A while ago now, a debate was raging the Plone mailing lists about the relavive merits of workingenv and zc.buildout, two systems to make Python eggs easier to manage. Very briefly, the problem is that setuptools, the system that enables eggs with dependency management, will tend to install packages in the global Python site-packages directory. Sometimes that makes a lot of sense, but when we work with something like Plone, we often want different versions of different packages for different instances, and we don't necessarily want to pollute the global Python interpreter with packages that are used exclusively for one particular Plone instance.

There are roughly two approaches to this problem: Workingenv took the approach of creating a mini-environment inside a particular directory, complete with bin/python, bin/easy_install, lib/python2.4/site-packages and so on. By "activating" this environment, or simply by ensuring that you always used the binaries for python and easy_install inside this directory, you could make sure that eggs installed (whether by running "python setup.py install" or using easy_install) were contained within that environment only. For Zope development, one approach, championed by Daniel Nouri in the ploneenv tool, is to create a standard Zope 2 instance that is also a workingenv.

Buildout, in contrast, ties everything to a single configuration file - buildout.cfg. The buildout tool runs various "recipes" listed in this file. Some recipes will use setuptools to install eggs (and their dependencies) locally in the buildout. Buildout is usually very explicit about which eggs it activates, for example by generating wrapper scripts (such as the ./bin/instance, which starts a Zope instance installed via the plone.recipe.zope2instance recipe) that explicitly activate a particular working set of eggs. Each time you change the config file, you have to re-run the buildout tool to re-create these working sets.

Ian Bicking recently created virtualenv, which supersedes workingenv. He blogged about some of the problems with workingenv (which he now seems to discourage people from using). At the moment, virtualenv doesn't work on Windows or on the standard Python installation on OS X, which is a bit of a problem, but I'm sure it will be overcome. I haven't had a chace to use it yet, but if Ian says it's more appropriate, I trust him.

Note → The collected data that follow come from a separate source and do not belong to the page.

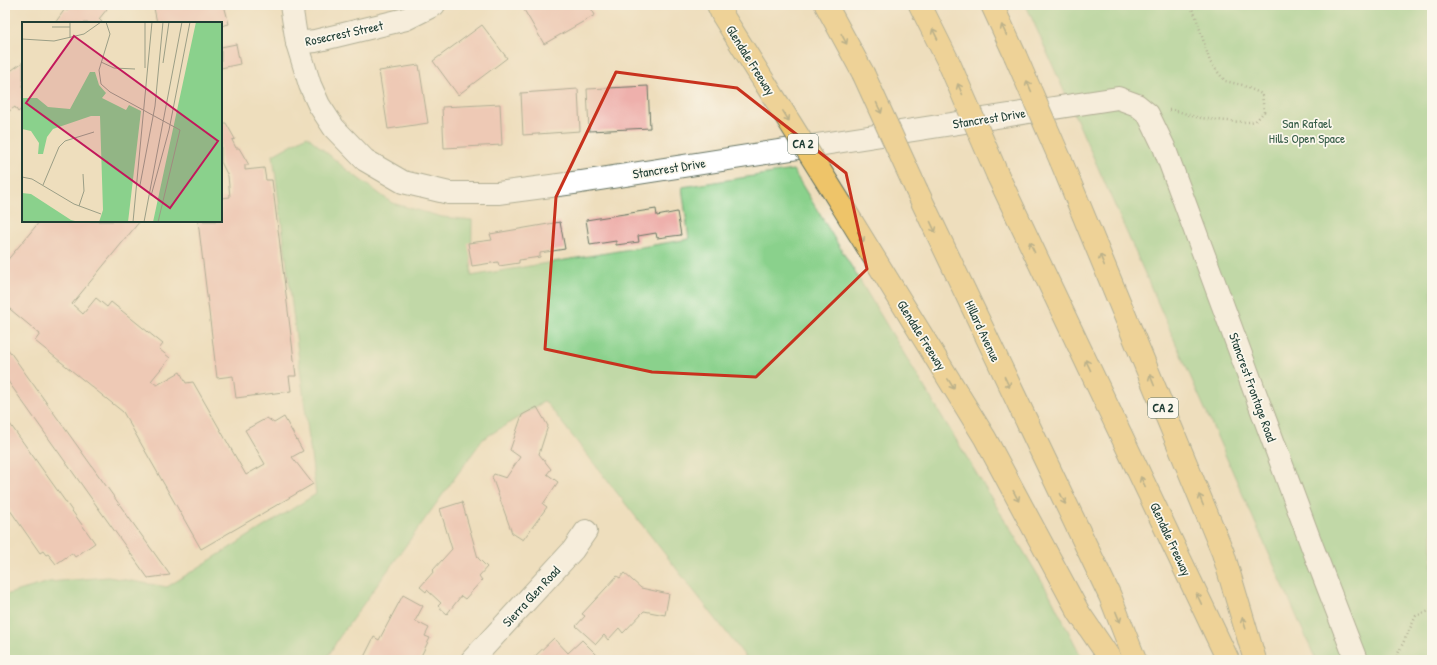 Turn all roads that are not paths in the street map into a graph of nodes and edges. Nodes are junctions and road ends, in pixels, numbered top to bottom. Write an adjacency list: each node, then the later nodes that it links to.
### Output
1 (291, 5): 7 (street, Stancrest Drive)
2 (434, 5): 7 (street, Rosecrest Street)
3 (826, 5): 12 (highway, Hillard Avenue, one-way to 12, bridge)
4 (920, 5): 13 (highway, Glendale Freeway, one-way to 4, bridge)
5 (992, 5): 14 (highway, CA 2, one-way to 5, bridge)
6 (718, 9): 11 (highway, Glendale Freeway / CA 2, one-way to 11, bridge)
7 (298, 43): 8 (street, Stancrest Drive)
8 (1148, 114): 15 (street, Stancrest Frontage Road)
9 (586, 531): 10 (street, Sierra Glen Road)
10 (472, 660)
11 (1111, 660)
12 (1135, 660)
13 (1228, 660)
14 (1255, 660)
15 (1356, 660) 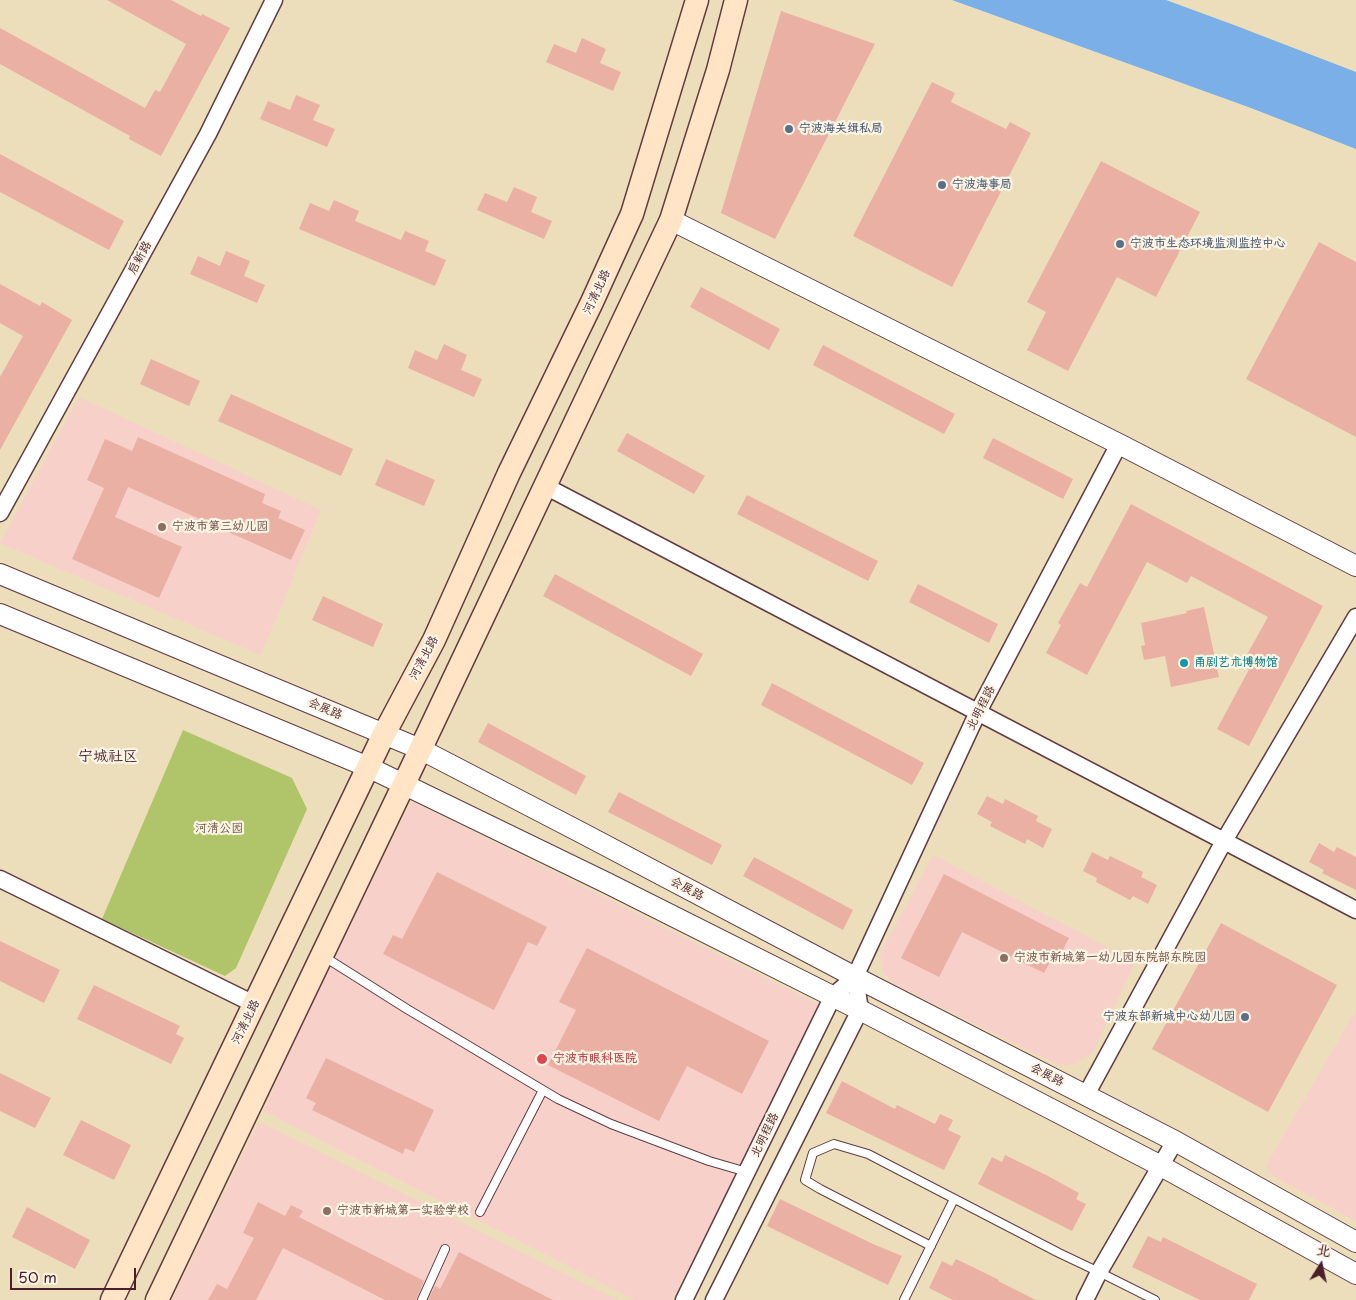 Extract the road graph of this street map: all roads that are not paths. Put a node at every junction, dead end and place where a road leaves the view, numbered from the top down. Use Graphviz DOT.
graph roads {
  1 [pos="274,0"];
  2 [pos="697,0"];
  3 [pos="736,0"];
  4 [pos="671,220"];
  5 [pos="1119,444"];
  6 [pos="545,486"];
  7 [pos="0,513"];
  8 [pos="1356,566"];
  9 [pos="0,574"];
  10 [pos="0,614"];
  11 [pos="1356,617"];
  12 [pos="978,712"];
  13 [pos="384,734"];
  14 [pos="420,749"];
  15 [pos="368,767"];
  16 [pos="404,784"];
  17 [pos="1224,841"];
  18 [pos="0,879"];
  19 [pos="1356,910"];
  20 [pos="322,955"];
  21 [pos="855,977"];
  22 [pos="833,996"];
  23 [pos="254,1004"];
  24 [pos="860,1010"];
  25 [pos="543,1090"];
  26 [pos="1086,1095"];
  27 [pos="1175,1141"];
  28 [pos="1161,1166"];
  29 [pos="746,1172"];
  30 [pos="954,1199"];
  31 [pos="480,1212"];
  32 [pos="1356,1242"];
  33 [pos="931,1246"];
  34 [pos="445,1249"];
  35 [pos="1100,1272"];
  36 [pos="1356,1274"];
  37 [pos="112,1300"];
  38 [pos="157,1300"];
  39 [pos="422,1300"];
  40 [pos="684,1300"];
  41 [pos="714,1300"];
  42 [pos="904,1300"];
  43 [pos="1085,1300"];
  44 [pos="1155,1300"];
  1 -- 7 [label="street, 启新路"];
  2 -- 13 [label="main road, 河清北路"];
  3 -- 4 [label="main road"];
  4 -- 5 [label="street"];
  4 -- 6 [label="main road"];
  5 -- 8 [label="street"];
  5 -- 12 [label="street, 北明程路"];
  6 -- 12 [label="street"];
  6 -- 14 [label="main road"];
  9 -- 13 [label="street, 会展路"];
  10 -- 15 [label="street"];
  11 -- 17 [label="street"];
  12 -- 17 [label="street"];
  12 -- 21 [label="street, 北明程路"];
  13 -- 14 [label="street, 会展路"];
  13 -- 15 [label="main road, 河清北路"];
  14 -- 16 [label="main road"];
  14 -- 21 [label="street, 会展路"];
  15 -- 16 [label="street"];
  15 -- 23 [label="main road, 河清北路"];
  16 -- 20 [label="main road"];
  16 -- 22 [label="street"];
  17 -- 19 [label="street"];
  17 -- 26 [label="street"];
  18 -- 23 [label="street"];
  20 -- 25 [label="lane"];
  20 -- 38 [label="main road"];
  21 -- 22 [label="street, 北明程路"];
  21 -- 24 [label="street"];
  21 -- 26 [label="street, 会展路"];
  22 -- 24 [label="street"];
  22 -- 29 [label="street, 北明程路"];
  23 -- 37 [label="main road, 河清北路"];
  24 -- 28 [label="street"];
  24 -- 41 [label="street"];
  25 -- 29 [label="lane"];
  25 -- 31 [label="lane"];
  26 -- 27 [label="street, 会展路"];
  27 -- 28 [label="street"];
  27 -- 32 [label="street, 会展路"];
  28 -- 35 [label="street"];
  28 -- 36 [label="street"];
  29 -- 40 [label="street, 北明程路"];
  30 -- 33 [label="lane"];
  30 -- 33 [label="lane"];
  30 -- 35 [label="lane"];
  33 -- 42 [label="lane"];
  34 -- 39 [label="lane"];
  35 -- 43 [label="street"];
  35 -- 44 [label="lane"];
} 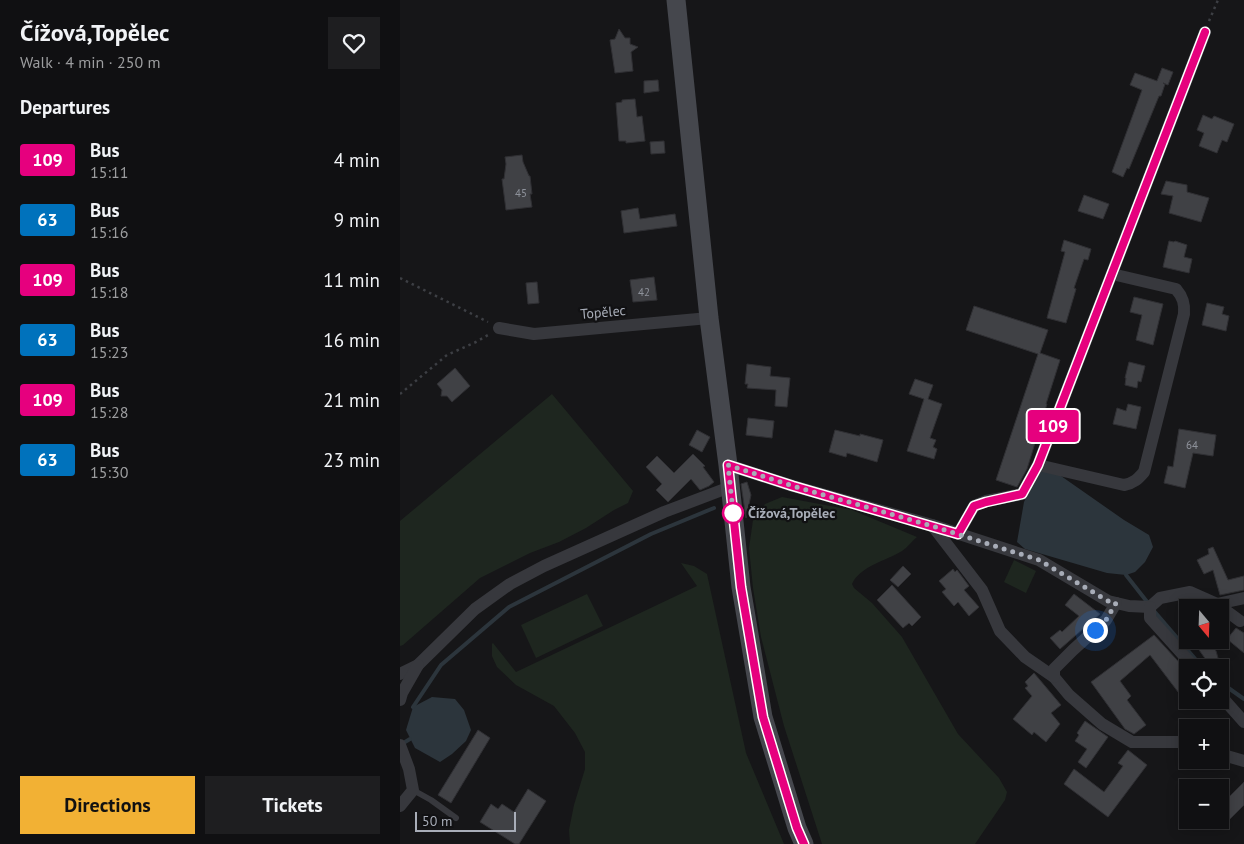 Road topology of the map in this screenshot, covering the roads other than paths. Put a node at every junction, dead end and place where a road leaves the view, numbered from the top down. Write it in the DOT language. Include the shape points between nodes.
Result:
graph roads {
  1 [pos="676,0"];
  2 [pos="1205,32"];
  3 [pos="1112,274"];
  4 [pos="709,318"];
  5 [pos="499,328"];
  6 [pos="728,465"];
  7 [pos="1038,465"];
  8 [pos="730,487"];
  9 [pos="932,526"];
  10 [pos="958,534"];
  11 [pos="1244,598"];
  12 [pos="1206,599"];
  13 [pos="1229,601"];
  14 [pos="1116,603"];
  15 [pos="1150,606"];
  16 [pos="1229,613"];
  17 [pos="1240,621"];
  18 [pos="1188,659"];
  19 [pos="418,665"];
  20 [pos="400,674"];
  21 [pos="1054,677"];
  22 [pos="400,700"];
  23 [pos="1229,705"];
  24 [pos="1244,722"];
  25 [pos="1179,742"];
  26 [pos="400,745"];
  27 [pos="1229,757"];
  28 [pos="1244,761"];
  29 [pos="413,790"];
  30 [pos="400,806"];
  31 [pos="456,818"];
  32 [pos="804,844"];
  1 -- 4 [label="street"];
  2 -- 3 [label="street"];
  3 -- 7 [label="street"];
  3 -- 7 [label="street" via="1176,288 1185,306 1144,472 1138,480 1124,485"];
  4 -- 5 [label="street, Topělec" via="534,334"];
  4 -- 6 [label="street"];
  6 -- 8 [label="street"];
  6 -- 9 [label="street"];
  7 -- 10 [label="street" via="1022,494 974,506"];
  8 -- 19 [label="street" via="659,514 510,584 475,608"];
  8 -- 32 [label="street" via="741,587 763,717"];
  9 -- 10 [label="street"];
  9 -- 21 [label="street" via="982,590 1000,631 1025,657"];
  10 -- 14 [label="street" via="1039,560"];
  11 -- 13 [label="street"];
  12 -- 15 [label="street" via="1190,592 1160,598"];
  14 -- 15 [label="street"];
  14 -- 21 [label="street" via="1106,620 1054,669"];
  15 -- 18 [label="street" via="1150,618"];
  16 -- 17 [label="street"];
  19 -- 20 [label="street"];
  19 -- 22 [label="street"];
  21 -- 25 [label="street" via="1102,724 1132,742"];
  23 -- 24 [label="street"];
  26 -- 29 [label="street"];
  27 -- 28 [label="street"];
  29 -- 30 [label="street"];
  29 -- 31 [label="lane"];
}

No dobut, ploneenv and other such scripts could quite easily be made to use virtualenv rather than workingenv.

I think Ian summed up the differences between the two approaches quite well on the virtualenv pypi page:

zc.buildout doesn't create an isolated Python environment in the same style, but achieves similar results through a declarative config file that sets up scripts with very particular packages. As a declarative system, it is somewhat easier to repeat and manage, but more difficult to experiment with. zc.buildout includes the ability to setup non-Python systems (e.g., a database server or an Apache instance)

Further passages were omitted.